Se esperaba además que Montenegro consiguiera -además del aporte del gobierno provincial- créditos de otros bancos, y “otros como el del bicentenario, destinados a la fábrica”. Con respecto a la ubicación por fuera del Parque Industrial ubicado hacia el sur de Santa Rosa, dijo Ferrán que era “una decisión de la empresa que quiere tener una vidriera directamente hacia la ruta 35”.
Después, lo cierto es que Marcelo Montenegro no pudo cumplir con nada de lo prometido. Levantó un amplio salón, colocó en el exterior unos pocos carreteles con mangueras, y nada más. Sostuvo que las fluctuaciones económicas lo habían condicionado. En tanto el gobierno provincial lo acusó de no activar nunca la fábrica, y de que no tenía interés en seguir invirtiendo.
Con posterioridad, el gobernador Verna decidió dar de baja el compromiso, y la Provincia le está reclamando judicialmente 50 millones de pesos a Montenegro. El empresario argumentó que la mayoría del crédito había sido invertido en “movimiento de suelos” (incomprobable).
Hoy el lugar aparece cerrado, y por ahora sin destino…

De mano en mano.
Un piquense fue el primer dueño que se recuerda de esos terrenos.

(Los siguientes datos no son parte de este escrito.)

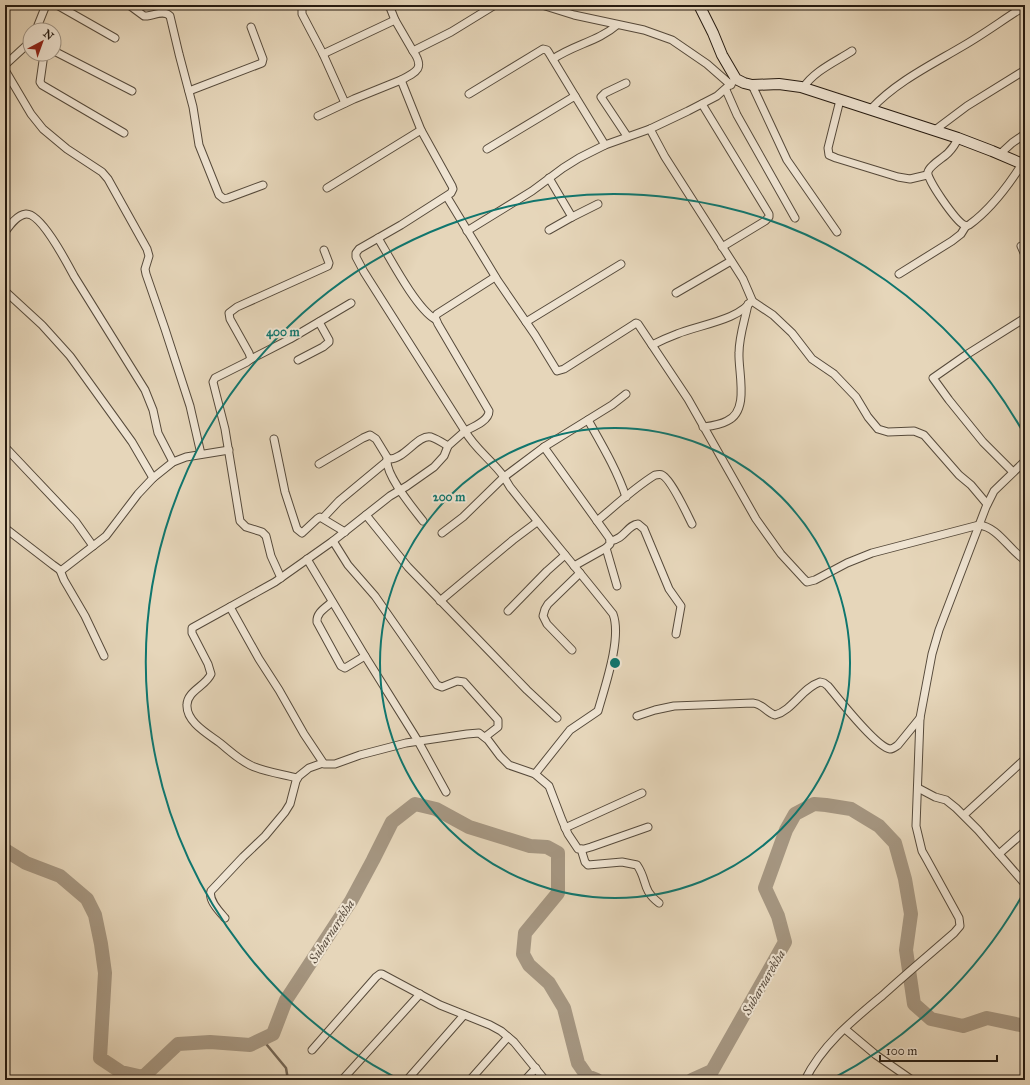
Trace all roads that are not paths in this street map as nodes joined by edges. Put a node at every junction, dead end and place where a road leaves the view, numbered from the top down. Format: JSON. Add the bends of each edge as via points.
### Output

Habría sido la misma persona que tramitó préstamos en el Banco Nacional de Desarrollo (Banade) de General Pico, y ante el Gobierno de La Pampa, para aportar a Primabus SA.
Con posterioridad, en 1974 el predio fue adquirido por “El Tenit Argentina S.A. En 1983 lo compra Ingeniería Elten SA. Más tarde el lugar lo habría de comprar el empresario Oscar Alfredo Santajuliana; hasta que en 1999 se lo quedó el Banco de La Pampa, entidad que lo puso a remate y fue adquirido por el Centro de Acopiadores de Cereales de La Pampa.